• What the task requires
Every line of the records below that holds the word "Club" belongs in the answer.

• Data for this task
■ ■ ■ ■

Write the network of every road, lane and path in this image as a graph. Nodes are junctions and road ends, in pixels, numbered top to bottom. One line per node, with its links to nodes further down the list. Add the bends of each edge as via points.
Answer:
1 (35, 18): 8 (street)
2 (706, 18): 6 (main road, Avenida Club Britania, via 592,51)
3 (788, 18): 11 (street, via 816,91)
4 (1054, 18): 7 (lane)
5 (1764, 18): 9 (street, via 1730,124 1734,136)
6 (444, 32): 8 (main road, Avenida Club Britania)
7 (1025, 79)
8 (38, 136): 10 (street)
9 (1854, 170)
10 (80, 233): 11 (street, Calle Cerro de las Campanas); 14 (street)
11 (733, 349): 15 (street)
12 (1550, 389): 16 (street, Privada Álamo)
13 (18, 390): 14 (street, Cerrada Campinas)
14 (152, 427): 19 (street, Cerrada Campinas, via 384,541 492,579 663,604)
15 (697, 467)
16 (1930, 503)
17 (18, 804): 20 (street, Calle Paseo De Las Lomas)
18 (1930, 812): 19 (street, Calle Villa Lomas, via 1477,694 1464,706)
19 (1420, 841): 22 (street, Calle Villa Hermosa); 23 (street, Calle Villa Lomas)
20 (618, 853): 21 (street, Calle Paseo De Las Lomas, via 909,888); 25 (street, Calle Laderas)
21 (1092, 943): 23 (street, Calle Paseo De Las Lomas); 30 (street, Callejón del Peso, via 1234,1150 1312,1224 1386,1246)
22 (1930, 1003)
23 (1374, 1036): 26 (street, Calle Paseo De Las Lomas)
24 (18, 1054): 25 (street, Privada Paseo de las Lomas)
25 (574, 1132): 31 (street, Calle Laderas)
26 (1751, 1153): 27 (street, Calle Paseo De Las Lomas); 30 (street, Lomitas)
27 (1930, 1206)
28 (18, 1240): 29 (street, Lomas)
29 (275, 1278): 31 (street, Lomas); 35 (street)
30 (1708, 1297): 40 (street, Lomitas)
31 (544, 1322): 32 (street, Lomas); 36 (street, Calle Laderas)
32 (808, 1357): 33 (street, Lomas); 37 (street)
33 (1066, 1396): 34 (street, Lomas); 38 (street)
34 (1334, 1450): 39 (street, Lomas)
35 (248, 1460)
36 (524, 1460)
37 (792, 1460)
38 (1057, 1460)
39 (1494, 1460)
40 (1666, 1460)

■ ■ ■ ■

• Exercise solution
2 (706, 18): 6 (main road, Avenida Club Britania, via 592,51)
6 (444, 32): 8 (main road, Avenida Club Britania)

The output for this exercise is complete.